REQUIRED ACTION -
Search the records for the string "Піянерская" and copy every line where it turns up.

Stored data entries
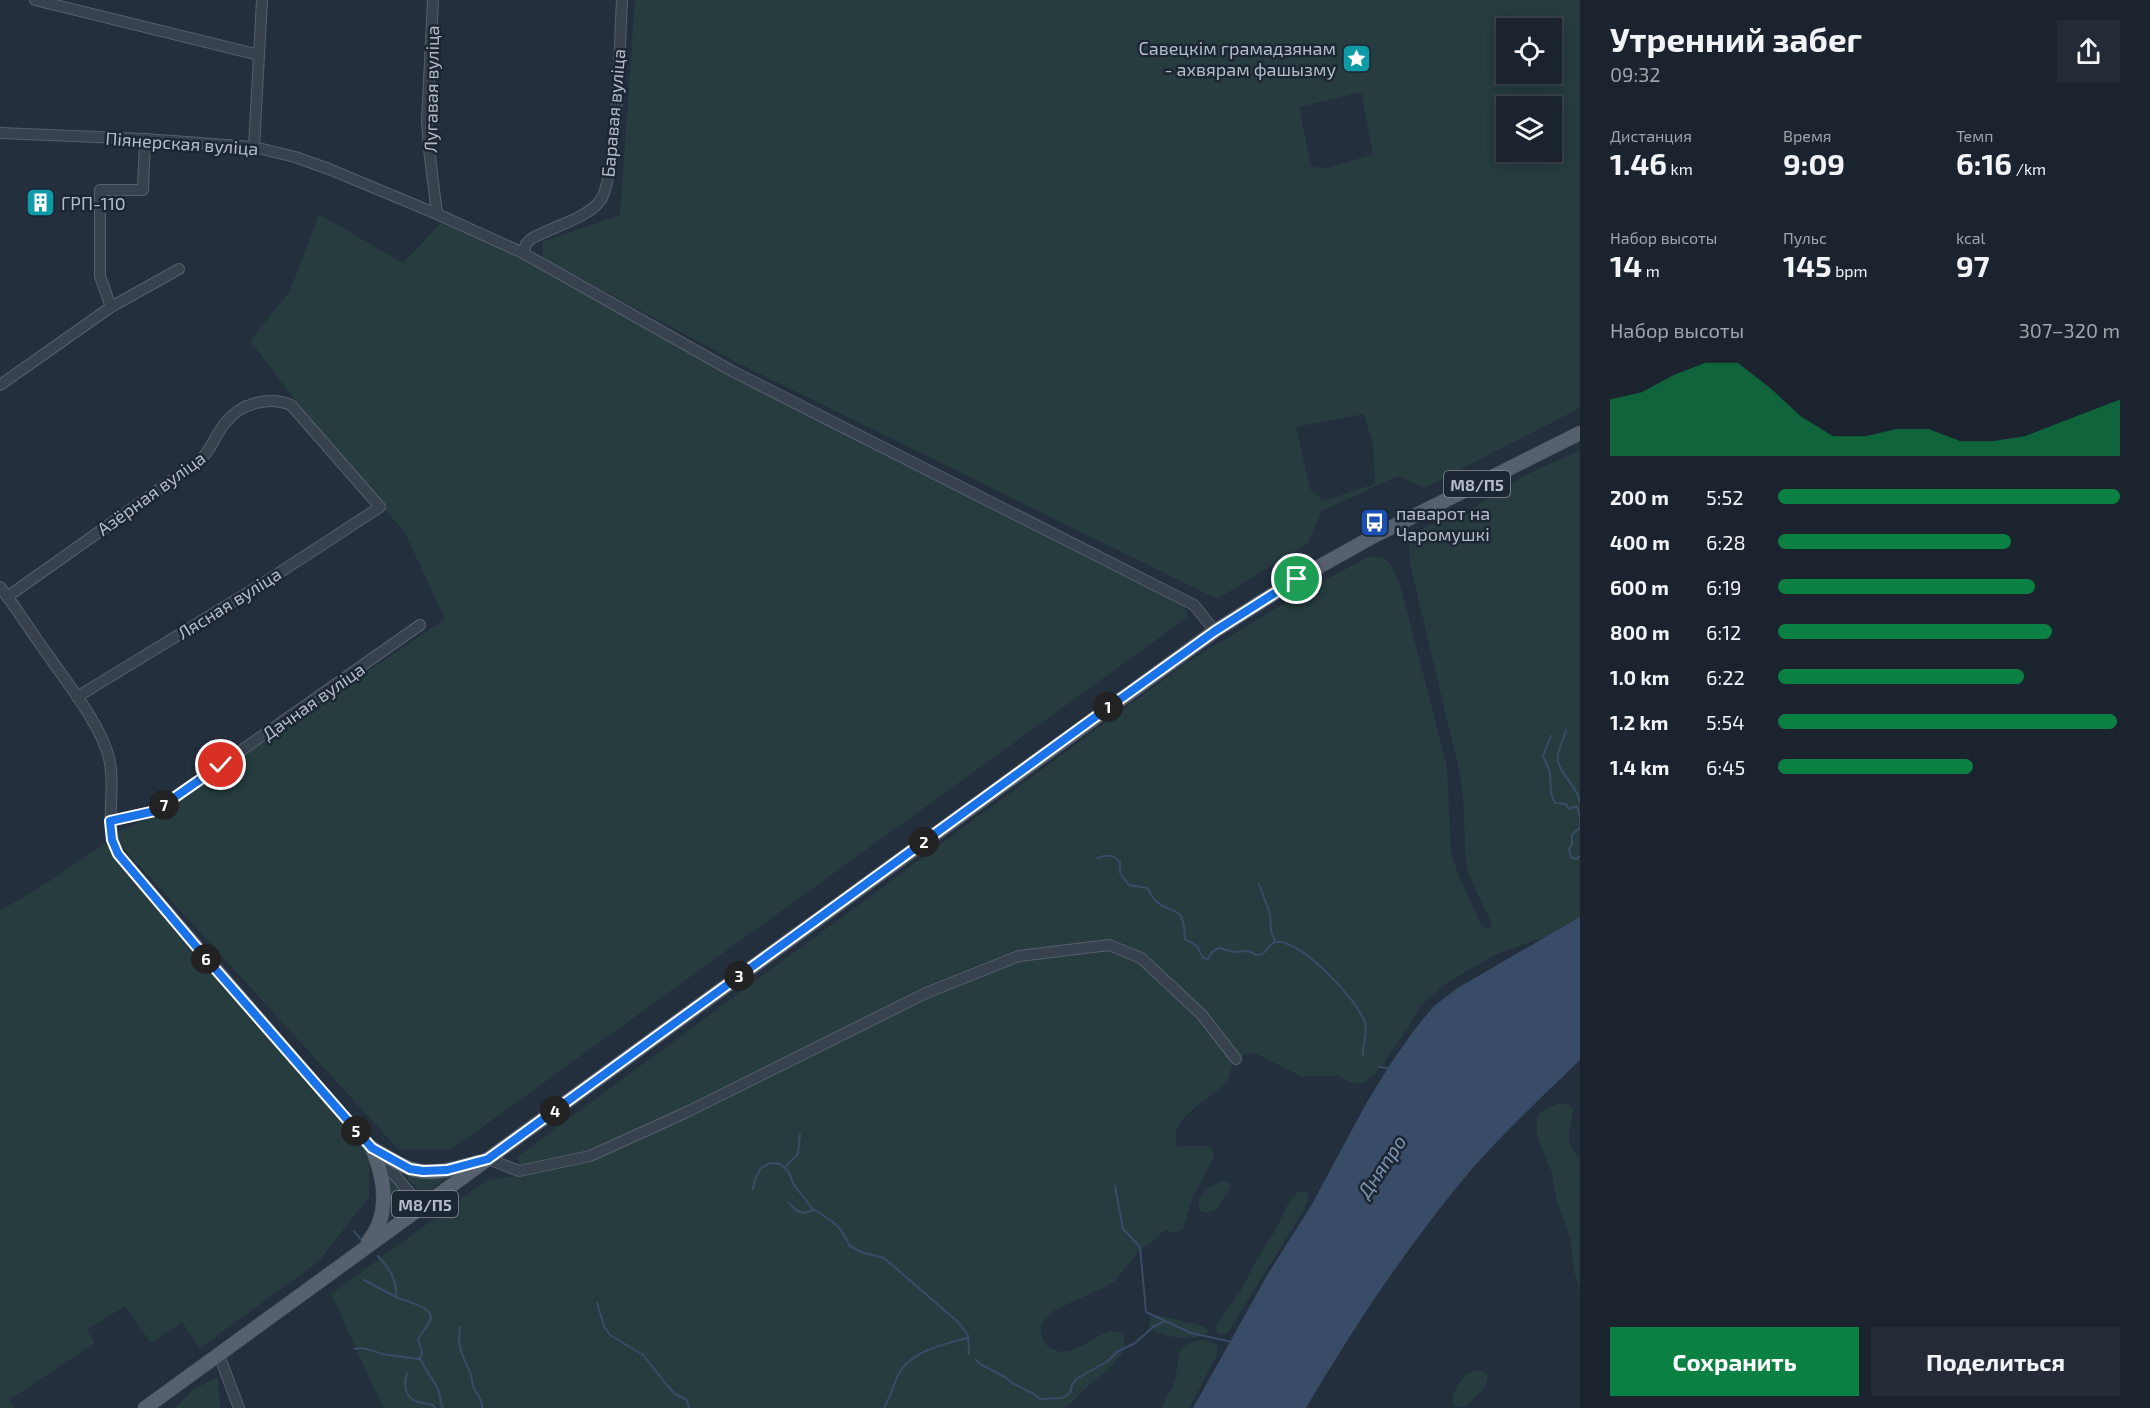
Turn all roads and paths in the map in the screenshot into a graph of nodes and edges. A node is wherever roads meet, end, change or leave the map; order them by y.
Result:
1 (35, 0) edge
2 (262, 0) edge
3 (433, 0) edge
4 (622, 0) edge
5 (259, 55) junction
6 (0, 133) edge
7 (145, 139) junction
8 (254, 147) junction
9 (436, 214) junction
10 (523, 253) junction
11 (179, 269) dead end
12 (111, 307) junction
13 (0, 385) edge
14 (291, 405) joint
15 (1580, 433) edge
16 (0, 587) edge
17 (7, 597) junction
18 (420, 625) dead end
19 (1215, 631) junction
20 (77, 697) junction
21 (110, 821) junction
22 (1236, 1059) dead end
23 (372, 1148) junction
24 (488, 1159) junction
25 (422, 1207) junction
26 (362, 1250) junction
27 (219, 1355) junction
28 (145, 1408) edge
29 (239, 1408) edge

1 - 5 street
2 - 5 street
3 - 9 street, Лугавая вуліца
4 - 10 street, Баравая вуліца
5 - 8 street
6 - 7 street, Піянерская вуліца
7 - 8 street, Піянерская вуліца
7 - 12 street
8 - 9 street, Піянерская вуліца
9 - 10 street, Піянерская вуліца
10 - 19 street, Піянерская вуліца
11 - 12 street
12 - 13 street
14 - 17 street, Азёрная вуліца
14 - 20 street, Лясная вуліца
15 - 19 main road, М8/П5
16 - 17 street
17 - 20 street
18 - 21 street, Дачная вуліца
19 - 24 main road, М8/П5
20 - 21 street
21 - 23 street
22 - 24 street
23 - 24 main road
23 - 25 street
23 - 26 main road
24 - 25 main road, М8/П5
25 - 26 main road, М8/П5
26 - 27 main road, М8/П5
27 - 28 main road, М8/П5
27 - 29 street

---

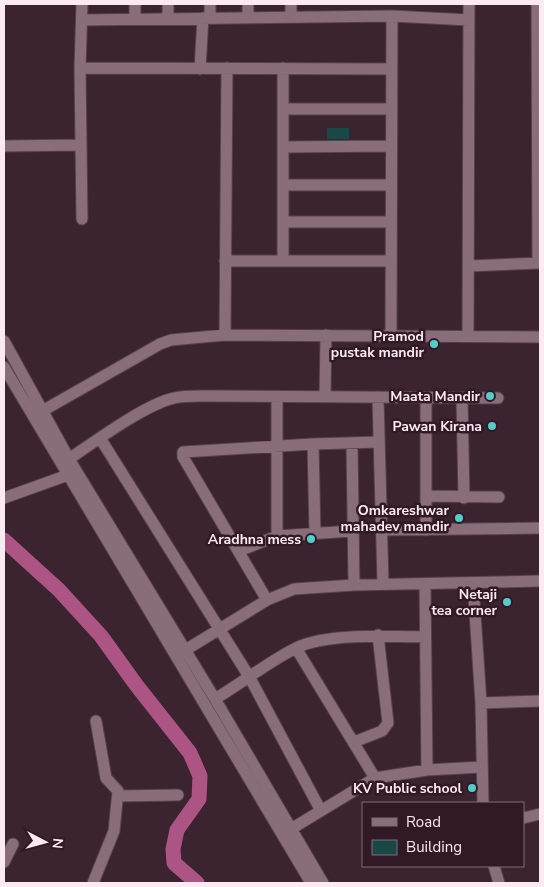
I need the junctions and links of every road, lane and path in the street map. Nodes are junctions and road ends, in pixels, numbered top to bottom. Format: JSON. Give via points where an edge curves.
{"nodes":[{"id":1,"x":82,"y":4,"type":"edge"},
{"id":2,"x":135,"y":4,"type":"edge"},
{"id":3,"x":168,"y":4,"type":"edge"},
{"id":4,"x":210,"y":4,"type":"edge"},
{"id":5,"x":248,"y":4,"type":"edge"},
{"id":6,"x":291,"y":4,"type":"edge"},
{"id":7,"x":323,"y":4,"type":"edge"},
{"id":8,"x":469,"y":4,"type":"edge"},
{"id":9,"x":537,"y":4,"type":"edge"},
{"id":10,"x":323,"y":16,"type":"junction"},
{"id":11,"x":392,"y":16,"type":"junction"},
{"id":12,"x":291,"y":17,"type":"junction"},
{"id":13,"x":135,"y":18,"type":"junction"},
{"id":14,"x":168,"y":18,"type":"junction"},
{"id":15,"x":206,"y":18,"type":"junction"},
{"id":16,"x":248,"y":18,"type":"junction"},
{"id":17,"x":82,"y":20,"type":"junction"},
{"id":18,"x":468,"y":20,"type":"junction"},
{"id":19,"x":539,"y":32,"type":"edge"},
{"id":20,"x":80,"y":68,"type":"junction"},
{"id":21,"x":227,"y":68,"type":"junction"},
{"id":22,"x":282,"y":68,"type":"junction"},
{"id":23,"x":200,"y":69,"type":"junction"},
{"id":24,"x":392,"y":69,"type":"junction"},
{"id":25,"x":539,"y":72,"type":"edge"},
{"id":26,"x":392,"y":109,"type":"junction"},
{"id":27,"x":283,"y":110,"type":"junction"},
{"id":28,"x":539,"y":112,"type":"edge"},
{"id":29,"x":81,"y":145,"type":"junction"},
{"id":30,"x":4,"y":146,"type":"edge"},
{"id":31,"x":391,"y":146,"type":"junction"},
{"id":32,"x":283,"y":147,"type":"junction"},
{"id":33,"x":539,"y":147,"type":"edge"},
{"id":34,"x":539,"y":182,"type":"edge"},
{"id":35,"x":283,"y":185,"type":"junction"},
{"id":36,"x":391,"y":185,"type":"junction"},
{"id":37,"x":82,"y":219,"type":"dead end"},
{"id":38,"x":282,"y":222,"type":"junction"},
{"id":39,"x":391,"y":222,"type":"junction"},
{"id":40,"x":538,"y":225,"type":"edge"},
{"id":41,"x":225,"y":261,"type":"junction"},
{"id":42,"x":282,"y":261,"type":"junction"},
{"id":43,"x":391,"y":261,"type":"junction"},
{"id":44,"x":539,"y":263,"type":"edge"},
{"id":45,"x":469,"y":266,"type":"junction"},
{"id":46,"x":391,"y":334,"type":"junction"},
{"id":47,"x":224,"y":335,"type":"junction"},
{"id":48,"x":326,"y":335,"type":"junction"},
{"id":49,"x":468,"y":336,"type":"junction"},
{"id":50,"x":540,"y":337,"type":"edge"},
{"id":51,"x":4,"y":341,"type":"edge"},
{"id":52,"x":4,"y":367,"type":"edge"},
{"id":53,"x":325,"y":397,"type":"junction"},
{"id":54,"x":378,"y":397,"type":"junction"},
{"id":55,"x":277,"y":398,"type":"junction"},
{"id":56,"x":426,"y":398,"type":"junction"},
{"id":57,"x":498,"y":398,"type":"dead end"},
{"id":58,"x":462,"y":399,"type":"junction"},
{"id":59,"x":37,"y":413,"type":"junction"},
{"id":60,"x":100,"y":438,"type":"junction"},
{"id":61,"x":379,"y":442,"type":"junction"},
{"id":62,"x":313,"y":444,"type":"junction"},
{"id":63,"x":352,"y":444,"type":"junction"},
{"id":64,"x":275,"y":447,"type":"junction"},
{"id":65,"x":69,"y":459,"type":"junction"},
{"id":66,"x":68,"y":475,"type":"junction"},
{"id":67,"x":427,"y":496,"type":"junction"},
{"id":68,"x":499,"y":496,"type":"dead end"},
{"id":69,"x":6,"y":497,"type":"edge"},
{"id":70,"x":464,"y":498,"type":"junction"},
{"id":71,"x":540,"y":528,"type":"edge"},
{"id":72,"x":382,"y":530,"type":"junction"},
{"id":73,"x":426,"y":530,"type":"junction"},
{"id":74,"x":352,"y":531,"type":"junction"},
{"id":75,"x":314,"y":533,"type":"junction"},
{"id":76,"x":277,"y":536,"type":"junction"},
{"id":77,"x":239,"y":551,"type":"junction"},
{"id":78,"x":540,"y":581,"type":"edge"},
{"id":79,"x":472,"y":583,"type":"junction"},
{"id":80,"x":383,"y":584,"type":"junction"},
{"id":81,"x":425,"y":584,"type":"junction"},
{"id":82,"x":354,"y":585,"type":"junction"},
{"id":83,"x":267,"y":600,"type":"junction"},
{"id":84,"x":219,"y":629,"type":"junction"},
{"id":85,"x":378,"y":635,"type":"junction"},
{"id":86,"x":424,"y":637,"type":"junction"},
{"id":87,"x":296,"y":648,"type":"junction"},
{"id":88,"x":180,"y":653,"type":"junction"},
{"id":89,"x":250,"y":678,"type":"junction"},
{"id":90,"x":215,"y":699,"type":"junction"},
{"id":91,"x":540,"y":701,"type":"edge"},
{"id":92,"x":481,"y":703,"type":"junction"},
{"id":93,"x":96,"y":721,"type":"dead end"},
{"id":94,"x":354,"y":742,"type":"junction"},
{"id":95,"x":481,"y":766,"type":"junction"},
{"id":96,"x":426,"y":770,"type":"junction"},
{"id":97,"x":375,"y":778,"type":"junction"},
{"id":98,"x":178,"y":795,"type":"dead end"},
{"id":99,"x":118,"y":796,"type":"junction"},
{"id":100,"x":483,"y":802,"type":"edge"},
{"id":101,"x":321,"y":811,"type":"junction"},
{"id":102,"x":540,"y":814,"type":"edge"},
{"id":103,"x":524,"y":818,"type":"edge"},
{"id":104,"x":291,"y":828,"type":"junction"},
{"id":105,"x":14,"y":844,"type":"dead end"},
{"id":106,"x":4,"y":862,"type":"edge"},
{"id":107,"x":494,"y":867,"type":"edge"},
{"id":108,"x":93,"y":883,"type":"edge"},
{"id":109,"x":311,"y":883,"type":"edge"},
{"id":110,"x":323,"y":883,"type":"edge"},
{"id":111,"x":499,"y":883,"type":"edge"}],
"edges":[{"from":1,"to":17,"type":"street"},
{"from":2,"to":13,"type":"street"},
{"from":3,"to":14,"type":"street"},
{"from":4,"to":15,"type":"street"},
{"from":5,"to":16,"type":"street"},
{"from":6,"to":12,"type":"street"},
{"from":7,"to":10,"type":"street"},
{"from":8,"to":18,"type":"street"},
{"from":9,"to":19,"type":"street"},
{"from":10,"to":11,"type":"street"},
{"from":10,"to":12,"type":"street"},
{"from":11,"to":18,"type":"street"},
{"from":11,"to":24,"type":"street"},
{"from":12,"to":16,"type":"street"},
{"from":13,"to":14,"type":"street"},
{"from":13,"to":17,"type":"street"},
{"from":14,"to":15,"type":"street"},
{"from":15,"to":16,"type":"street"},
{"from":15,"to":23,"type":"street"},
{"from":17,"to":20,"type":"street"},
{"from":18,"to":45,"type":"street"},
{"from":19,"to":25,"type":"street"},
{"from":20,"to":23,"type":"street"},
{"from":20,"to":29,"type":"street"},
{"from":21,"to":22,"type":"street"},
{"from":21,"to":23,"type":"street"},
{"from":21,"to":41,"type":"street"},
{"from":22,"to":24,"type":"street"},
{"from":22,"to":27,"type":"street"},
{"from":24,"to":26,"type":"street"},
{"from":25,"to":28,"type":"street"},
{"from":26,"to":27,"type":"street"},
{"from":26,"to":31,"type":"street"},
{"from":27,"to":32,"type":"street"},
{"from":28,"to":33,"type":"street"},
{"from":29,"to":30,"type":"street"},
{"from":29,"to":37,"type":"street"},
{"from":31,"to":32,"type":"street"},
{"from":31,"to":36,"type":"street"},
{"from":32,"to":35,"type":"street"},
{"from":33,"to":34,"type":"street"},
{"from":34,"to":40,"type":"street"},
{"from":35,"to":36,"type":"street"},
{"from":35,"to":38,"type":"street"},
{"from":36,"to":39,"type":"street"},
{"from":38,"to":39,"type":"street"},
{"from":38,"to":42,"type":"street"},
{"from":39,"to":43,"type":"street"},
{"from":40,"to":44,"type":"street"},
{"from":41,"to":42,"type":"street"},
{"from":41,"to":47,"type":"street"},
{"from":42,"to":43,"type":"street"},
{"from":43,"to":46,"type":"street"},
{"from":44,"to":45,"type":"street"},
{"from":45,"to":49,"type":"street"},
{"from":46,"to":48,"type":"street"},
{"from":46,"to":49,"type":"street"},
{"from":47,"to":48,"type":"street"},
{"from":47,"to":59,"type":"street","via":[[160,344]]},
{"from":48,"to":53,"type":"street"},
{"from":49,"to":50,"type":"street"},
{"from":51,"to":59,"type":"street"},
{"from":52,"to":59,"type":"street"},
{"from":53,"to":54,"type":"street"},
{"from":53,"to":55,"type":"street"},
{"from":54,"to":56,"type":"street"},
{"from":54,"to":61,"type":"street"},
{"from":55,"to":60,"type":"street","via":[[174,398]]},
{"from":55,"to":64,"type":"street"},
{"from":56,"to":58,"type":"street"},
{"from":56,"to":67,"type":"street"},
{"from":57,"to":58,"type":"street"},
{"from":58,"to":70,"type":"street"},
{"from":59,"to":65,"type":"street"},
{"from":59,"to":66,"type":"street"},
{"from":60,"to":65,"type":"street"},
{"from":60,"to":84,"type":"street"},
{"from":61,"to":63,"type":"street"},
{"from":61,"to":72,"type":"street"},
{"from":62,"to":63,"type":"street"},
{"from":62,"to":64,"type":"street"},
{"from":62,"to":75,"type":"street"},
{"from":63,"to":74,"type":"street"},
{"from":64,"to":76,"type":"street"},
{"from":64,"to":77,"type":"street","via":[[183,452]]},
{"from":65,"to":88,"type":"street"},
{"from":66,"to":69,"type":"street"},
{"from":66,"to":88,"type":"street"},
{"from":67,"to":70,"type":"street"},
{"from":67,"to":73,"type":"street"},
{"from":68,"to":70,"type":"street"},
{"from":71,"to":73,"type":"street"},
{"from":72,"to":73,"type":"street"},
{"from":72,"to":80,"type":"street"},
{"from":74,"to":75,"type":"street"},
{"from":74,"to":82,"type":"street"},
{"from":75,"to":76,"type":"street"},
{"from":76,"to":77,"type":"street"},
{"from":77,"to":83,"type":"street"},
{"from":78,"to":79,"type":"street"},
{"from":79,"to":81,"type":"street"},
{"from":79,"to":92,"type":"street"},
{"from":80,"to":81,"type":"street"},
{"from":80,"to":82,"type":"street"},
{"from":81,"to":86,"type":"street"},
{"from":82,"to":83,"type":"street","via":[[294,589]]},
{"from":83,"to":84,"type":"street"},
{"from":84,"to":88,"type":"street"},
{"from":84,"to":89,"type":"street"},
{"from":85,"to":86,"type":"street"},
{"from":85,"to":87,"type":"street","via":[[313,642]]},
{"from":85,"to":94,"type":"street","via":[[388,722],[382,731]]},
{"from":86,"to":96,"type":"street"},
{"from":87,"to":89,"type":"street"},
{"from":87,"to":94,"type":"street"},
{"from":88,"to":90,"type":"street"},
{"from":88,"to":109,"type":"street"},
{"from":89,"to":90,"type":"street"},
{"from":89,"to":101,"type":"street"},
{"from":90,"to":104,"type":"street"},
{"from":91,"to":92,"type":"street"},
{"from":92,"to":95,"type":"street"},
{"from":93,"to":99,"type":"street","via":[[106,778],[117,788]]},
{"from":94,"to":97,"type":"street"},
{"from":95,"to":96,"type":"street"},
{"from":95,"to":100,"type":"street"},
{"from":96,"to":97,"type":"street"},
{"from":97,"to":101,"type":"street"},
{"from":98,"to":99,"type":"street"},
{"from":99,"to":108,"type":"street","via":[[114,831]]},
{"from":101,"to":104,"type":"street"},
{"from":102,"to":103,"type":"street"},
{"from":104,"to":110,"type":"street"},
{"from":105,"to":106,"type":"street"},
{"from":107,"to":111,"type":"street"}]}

PROBLEM SOLUTION -
6 - 7 street, Піянерская вуліца
7 - 8 street, Піянерская вуліца
8 - 9 street, Піянерская вуліца
9 - 10 street, Піянерская вуліца
10 - 19 street, Піянерская вуліца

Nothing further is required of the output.